Comment on Non-regex Methods of Extracting the Last Field from a Record Download Code

Replies are listed 'Best First'.
Re: Non-regex Methods of Extracting the Last Field from a Record by toolic (Bishop) on May 08, 2009 at 00:13 UTC
the primary question is why doesn't the following construct work: (@junk, $ads) = (split(/\s+/, $rec)); Think of the `@junk` array as being "greedy": it swallows up all of the list elements returned by split, leaving none for your `$ads` scalar. Update: yet another way, without the temporary `@junk` array: `use strict; use warnings; my $rec = 'a b c d 96'; my $ads = (split /\s+/, $rec)[-1]; print "ads=$ads\n"; __END__ ads=96` [download]	[reply] [d/l] [select]

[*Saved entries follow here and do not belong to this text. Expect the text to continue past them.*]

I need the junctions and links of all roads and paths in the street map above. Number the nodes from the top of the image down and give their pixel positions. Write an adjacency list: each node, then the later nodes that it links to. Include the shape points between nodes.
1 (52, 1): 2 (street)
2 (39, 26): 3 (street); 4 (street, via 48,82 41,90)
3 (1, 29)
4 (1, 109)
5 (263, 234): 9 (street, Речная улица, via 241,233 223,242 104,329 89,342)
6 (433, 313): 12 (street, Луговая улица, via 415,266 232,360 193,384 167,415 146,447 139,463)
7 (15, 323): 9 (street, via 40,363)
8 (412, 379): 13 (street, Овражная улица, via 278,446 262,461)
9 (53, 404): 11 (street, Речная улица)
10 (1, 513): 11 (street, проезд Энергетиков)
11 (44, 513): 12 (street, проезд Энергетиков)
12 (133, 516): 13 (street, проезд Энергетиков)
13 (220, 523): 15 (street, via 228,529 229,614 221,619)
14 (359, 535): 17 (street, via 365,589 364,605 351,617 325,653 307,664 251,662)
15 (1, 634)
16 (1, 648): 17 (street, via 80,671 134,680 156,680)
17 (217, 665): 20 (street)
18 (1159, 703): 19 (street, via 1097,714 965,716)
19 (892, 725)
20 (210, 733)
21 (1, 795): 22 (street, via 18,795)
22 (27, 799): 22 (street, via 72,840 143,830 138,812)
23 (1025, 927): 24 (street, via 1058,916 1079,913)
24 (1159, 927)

Re: Non-regex Methods of Extracting the Last Field from a Record by AnomalousMonk (Archbishop) on May 08, 2009 at 00:20 UTC
How about: `>perl -wMstrict -le "my $str = 'a b c d e 96'; my $last_field = (split / /, $str)[-1]; print qq{'$last_field'}; " '96'` [download] ... the primary question is why doesn't the following construct work: `(@junk, $ads) = (split(/\s+/, $rec));` Because the `@junk` array 'consumes' all elements of the list produced by the split built-in, leaving nothing but undefinedness for the `$ads` scalar.	[reply] [d/l] [select]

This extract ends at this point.